Task description:
Repeat the entries without change, omitting the pictures.

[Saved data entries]
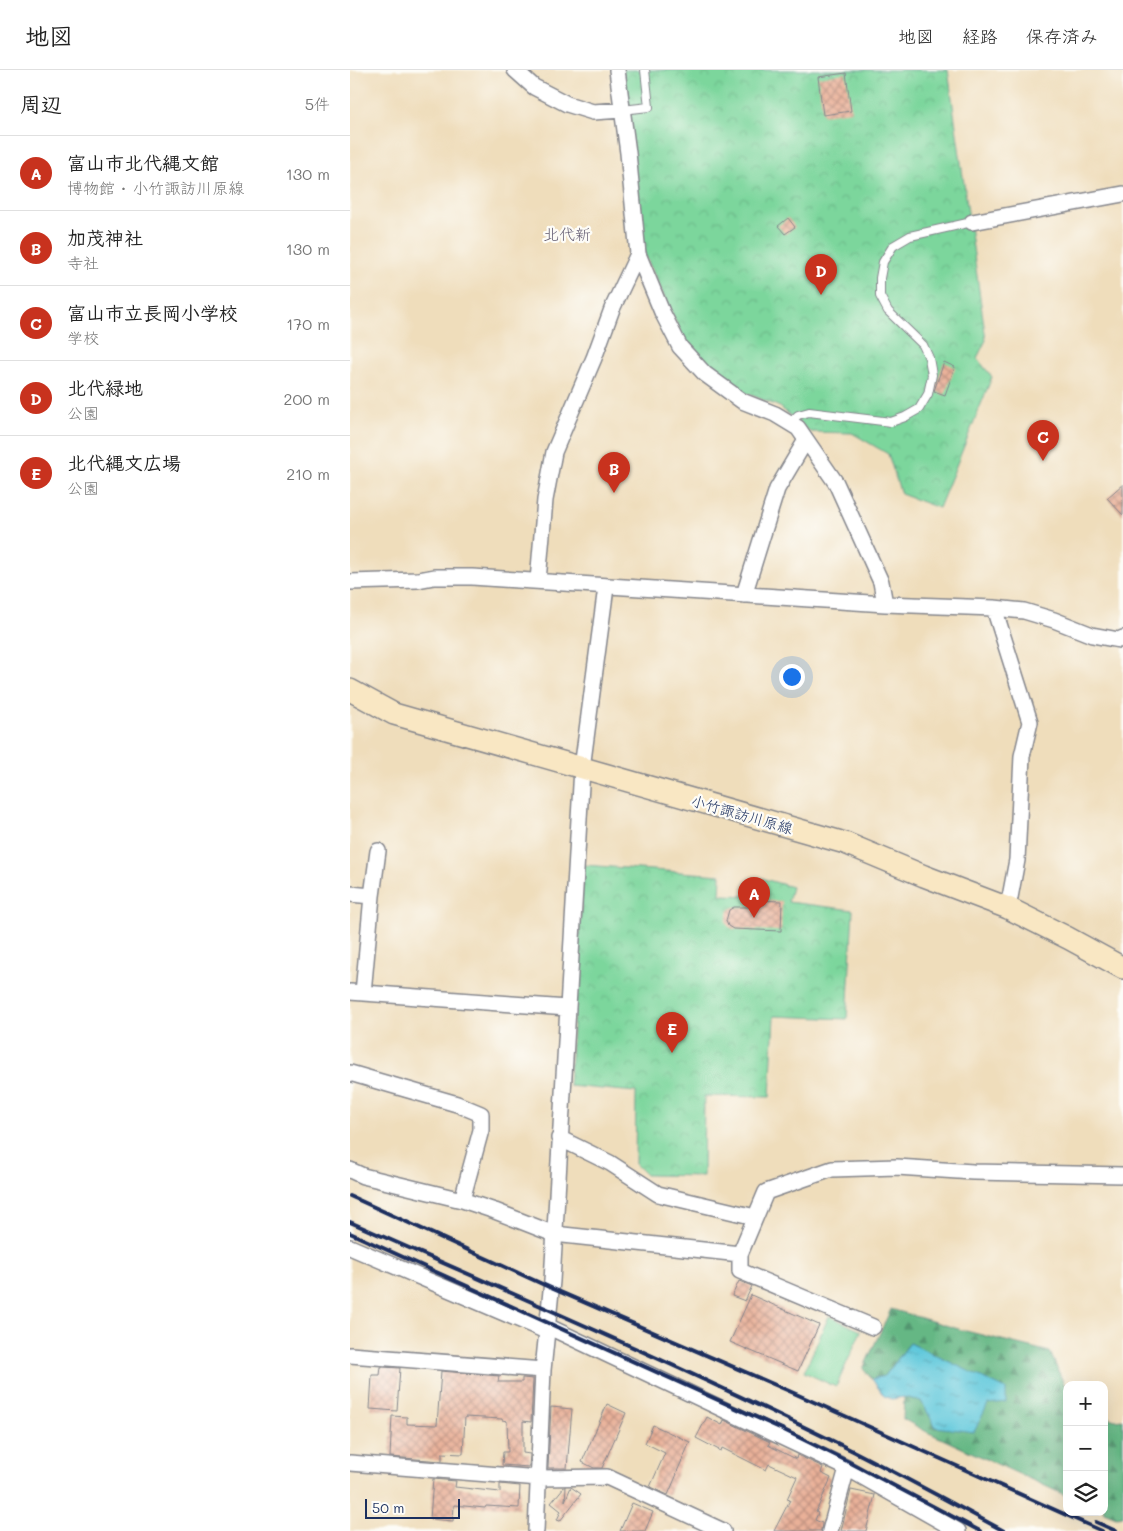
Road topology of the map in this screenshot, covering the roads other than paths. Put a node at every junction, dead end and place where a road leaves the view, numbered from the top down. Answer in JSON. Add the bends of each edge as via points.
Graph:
{"nodes":[{"id":1,"x":515,"y":70,"type":"edge"},
{"id":2,"x":617,"y":70,"type":"edge"},
{"id":3,"x":645,"y":70,"type":"edge"},
{"id":4,"x":622,"y":110,"type":"junction"},
{"id":5,"x":1123,"y":194,"type":"edge"},
{"id":6,"x":972,"y":222,"type":"joint"},
{"id":7,"x":638,"y":254,"type":"junction"},
{"id":8,"x":790,"y":423,"type":"junction"},
{"id":9,"x":806,"y":440,"type":"junction"},
{"id":10,"x":538,"y":581,"type":"junction"},
{"id":11,"x":350,"y":582,"type":"edge"},
{"id":12,"x":606,"y":587,"type":"junction"},
{"id":13,"x":744,"y":595,"type":"junction"},
{"id":14,"x":885,"y":604,"type":"junction"},
{"id":15,"x":994,"y":608,"type":"junction"},
{"id":16,"x":1123,"y":638,"type":"edge"},
{"id":17,"x":350,"y":690,"type":"edge"},
{"id":18,"x":582,"y":768,"type":"junction"},
{"id":19,"x":378,"y":850,"type":"dead end"},
{"id":20,"x":350,"y":894,"type":"edge"},
{"id":21,"x":372,"y":896,"type":"junction"},
{"id":22,"x":1008,"y":908,"type":"junction"},
{"id":23,"x":1123,"y":968,"type":"edge"},
{"id":24,"x":357,"y":992,"type":"edge"},
{"id":25,"x":567,"y":1008,"type":"junction"},
{"id":26,"x":350,"y":1073,"type":"edge"},
{"id":27,"x":560,"y":1138,"type":"junction"},
{"id":28,"x":350,"y":1170,"type":"edge"},
{"id":29,"x":1123,"y":1175,"type":"edge"},
{"id":30,"x":462,"y":1200,"type":"junction"},
{"id":31,"x":755,"y":1217,"type":"junction"},
{"id":32,"x":554,"y":1234,"type":"junction"},
{"id":33,"x":350,"y":1246,"type":"edge"},
{"id":34,"x":740,"y":1254,"type":"junction"},
{"id":35,"x":873,"y":1326,"type":"dead end"},
{"id":36,"x":546,"y":1329,"type":"junction"},
{"id":37,"x":350,"y":1355,"type":"edge"},
{"id":38,"x":543,"y":1370,"type":"junction"},
{"id":39,"x":350,"y":1463,"type":"edge"},
{"id":40,"x":847,"y":1468,"type":"junction"},
{"id":41,"x":539,"y":1478,"type":"junction"},
{"id":42,"x":536,"y":1531,"type":"edge"},
{"id":43,"x":723,"y":1531,"type":"edge"},
{"id":44,"x":830,"y":1531,"type":"edge"},
{"id":45,"x":958,"y":1531,"type":"edge"}],
"edges":[{"from":1,"to":4,"type":"street","via":[[534,87],[567,104],[593,112]]},
{"from":2,"to":4,"type":"street"},
{"from":3,"to":4,"type":"lane","via":[[649,107]]},
{"from":4,"to":7,"type":"street"},
{"from":5,"to":6,"type":"street"},
{"from":6,"to":8,"type":"lane","via":[[910,236],[893,246],[883,262],[880,296],[888,311],[923,345],[929,358],[932,374],[928,394],[919,409],[891,422],[809,412],[798,415]]},
{"from":7,"to":8,"type":"street","via":[[680,347],[704,374],[742,401]]},
{"from":7,"to":10,"type":"street","via":[[554,452],[545,500]]},
{"from":8,"to":9,"type":"street"},
{"from":9,"to":13,"type":"street","via":[[777,488]]},
{"from":9,"to":14,"type":"street","via":[[836,483],[881,582]]},
{"from":10,"to":11,"type":"street","via":[[434,577]]},
{"from":10,"to":12,"type":"street"},
{"from":12,"to":13,"type":"street"},
{"from":12,"to":18,"type":"street"},
{"from":13,"to":14,"type":"street"},
{"from":14,"to":15,"type":"street"},
{"from":15,"to":16,"type":"street","via":[[1024,611],[1092,635]]},
{"from":15,"to":22,"type":"street","via":[[1030,722],[1022,756],[1017,860]]},
{"from":17,"to":18,"type":"main road","name":"小竹諏訪川原線","via":[[394,714]]},
{"from":18,"to":22,"type":"main road","name":"小竹諏訪川原線","via":[[845,843]]},
{"from":18,"to":25,"type":"street"},
{"from":19,"to":21,"type":"street"},
{"from":20,"to":21,"type":"street"},
{"from":21,"to":24,"type":"street"},
{"from":22,"to":23,"type":"main road","name":"小竹諏訪川原線"},
{"from":24,"to":25,"type":"street"},
{"from":25,"to":27,"type":"street"},
{"from":26,"to":30,"type":"street","via":[[481,1114],[481,1130]]},
{"from":27,"to":31,"type":"street","via":[[610,1163],[658,1194]]},
{"from":27,"to":32,"type":"street"},
{"from":28,"to":30,"type":"street"},
{"from":29,"to":31,"type":"street","via":[[897,1167],[832,1168],[766,1192]]},
{"from":30,"to":32,"type":"street"},
{"from":31,"to":34,"type":"street"},
{"from":32,"to":34,"type":"street"},
{"from":32,"to":36,"type":"street"},
{"from":33,"to":36,"type":"street"},
{"from":34,"to":35,"type":"street","via":[[740,1271]]},
{"from":36,"to":38,"type":"street"},
{"from":36,"to":40,"type":"street"},
{"from":37,"to":38,"type":"street"},
{"from":38,"to":41,"type":"street"},
{"from":39,"to":41,"type":"street"},
{"from":40,"to":44,"type":"street"},
{"from":40,"to":45,"type":"street"},
{"from":41,"to":42,"type":"street"},
{"from":41,"to":43,"type":"street","via":[[607,1477]]}]}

Task solution:
Road topology of the map in this screenshot, covering the roads other than paths. Put a node at every junction, dead end and place where a road leaves the view, numbered from the top down. Answer in JSON. Add the bends of each edge as via points.
Graph:
{"nodes":[{"id":1,"x":515,"y":70,"type":"edge"},
{"id":2,"x":617,"y":70,"type":"edge"},
{"id":3,"x":645,"y":70,"type":"edge"},
{"id":4,"x":622,"y":110,"type":"junction"},
{"id":5,"x":1123,"y":194,"type":"edge"},
{"id":6,"x":972,"y":222,"type":"joint"},
{"id":7,"x":638,"y":254,"type":"junction"},
{"id":8,"x":790,"y":423,"type":"junction"},
{"id":9,"x":806,"y":440,"type":"junction"},
{"id":10,"x":538,"y":581,"type":"junction"},
{"id":11,"x":350,"y":582,"type":"edge"},
{"id":12,"x":606,"y":587,"type":"junction"},
{"id":13,"x":744,"y":595,"type":"junction"},
{"id":14,"x":885,"y":604,"type":"junction"},
{"id":15,"x":994,"y":608,"type":"junction"},
{"id":16,"x":1123,"y":638,"type":"edge"},
{"id":17,"x":350,"y":690,"type":"edge"},
{"id":18,"x":582,"y":768,"type":"junction"},
{"id":19,"x":378,"y":850,"type":"dead end"},
{"id":20,"x":350,"y":894,"type":"edge"},
{"id":21,"x":372,"y":896,"type":"junction"},
{"id":22,"x":1008,"y":908,"type":"junction"},
{"id":23,"x":1123,"y":968,"type":"edge"},
{"id":24,"x":357,"y":992,"type":"edge"},
{"id":25,"x":567,"y":1008,"type":"junction"},
{"id":26,"x":350,"y":1073,"type":"edge"},
{"id":27,"x":560,"y":1138,"type":"junction"},
{"id":28,"x":350,"y":1170,"type":"edge"},
{"id":29,"x":1123,"y":1175,"type":"edge"},
{"id":30,"x":462,"y":1200,"type":"junction"},
{"id":31,"x":755,"y":1217,"type":"junction"},
{"id":32,"x":554,"y":1234,"type":"junction"},
{"id":33,"x":350,"y":1246,"type":"edge"},
{"id":34,"x":740,"y":1254,"type":"junction"},
{"id":35,"x":873,"y":1326,"type":"dead end"},
{"id":36,"x":546,"y":1329,"type":"junction"},
{"id":37,"x":350,"y":1355,"type":"edge"},
{"id":38,"x":543,"y":1370,"type":"junction"},
{"id":39,"x":350,"y":1463,"type":"edge"},
{"id":40,"x":847,"y":1468,"type":"junction"},
{"id":41,"x":539,"y":1478,"type":"junction"},
{"id":42,"x":536,"y":1531,"type":"edge"},
{"id":43,"x":723,"y":1531,"type":"edge"},
{"id":44,"x":830,"y":1531,"type":"edge"},
{"id":45,"x":958,"y":1531,"type":"edge"}],
"edges":[{"from":1,"to":4,"type":"street","via":[[534,87],[567,104],[593,112]]},
{"from":2,"to":4,"type":"street"},
{"from":3,"to":4,"type":"lane","via":[[649,107]]},
{"from":4,"to":7,"type":"street"},
{"from":5,"to":6,"type":"street"},
{"from":6,"to":8,"type":"lane","via":[[910,236],[893,246],[883,262],[880,296],[888,311],[923,345],[929,358],[932,374],[928,394],[919,409],[891,422],[809,412],[798,415]]},
{"from":7,"to":8,"type":"street","via":[[680,347],[704,374],[742,401]]},
{"from":7,"to":10,"type":"street","via":[[554,452],[545,500]]},
{"from":8,"to":9,"type":"street"},
{"from":9,"to":13,"type":"street","via":[[777,488]]},
{"from":9,"to":14,"type":"street","via":[[836,483],[881,582]]},
{"from":10,"to":11,"type":"street","via":[[434,577]]},
{"from":10,"to":12,"type":"street"},
{"from":12,"to":13,"type":"street"},
{"from":12,"to":18,"type":"street"},
{"from":13,"to":14,"type":"street"},
{"from":14,"to":15,"type":"street"},
{"from":15,"to":16,"type":"street","via":[[1024,611],[1092,635]]},
{"from":15,"to":22,"type":"street","via":[[1030,722],[1022,756],[1017,860]]},
{"from":17,"to":18,"type":"main road","name":"小竹諏訪川原線","via":[[394,714]]},
{"from":18,"to":22,"type":"main road","name":"小竹諏訪川原線","via":[[845,843]]},
{"from":18,"to":25,"type":"street"},
{"from":19,"to":21,"type":"street"},
{"from":20,"to":21,"type":"street"},
{"from":21,"to":24,"type":"street"},
{"from":22,"to":23,"type":"main road","name":"小竹諏訪川原線"},
{"from":24,"to":25,"type":"street"},
{"from":25,"to":27,"type":"street"},
{"from":26,"to":30,"type":"street","via":[[481,1114],[481,1130]]},
{"from":27,"to":31,"type":"street","via":[[610,1163],[658,1194]]},
{"from":27,"to":32,"type":"street"},
{"from":28,"to":30,"type":"street"},
{"from":29,"to":31,"type":"street","via":[[897,1167],[832,1168],[766,1192]]},
{"from":30,"to":32,"type":"street"},
{"from":31,"to":34,"type":"street"},
{"from":32,"to":34,"type":"street"},
{"from":32,"to":36,"type":"street"},
{"from":33,"to":36,"type":"street"},
{"from":34,"to":35,"type":"street","via":[[740,1271]]},
{"from":36,"to":38,"type":"street"},
{"from":36,"to":40,"type":"street"},
{"from":37,"to":38,"type":"street"},
{"from":38,"to":41,"type":"street"},
{"from":39,"to":41,"type":"street"},
{"from":40,"to":44,"type":"street"},
{"from":40,"to":45,"type":"street"},
{"from":41,"to":42,"type":"street"},
{"from":41,"to":43,"type":"street","via":[[607,1477]]}]}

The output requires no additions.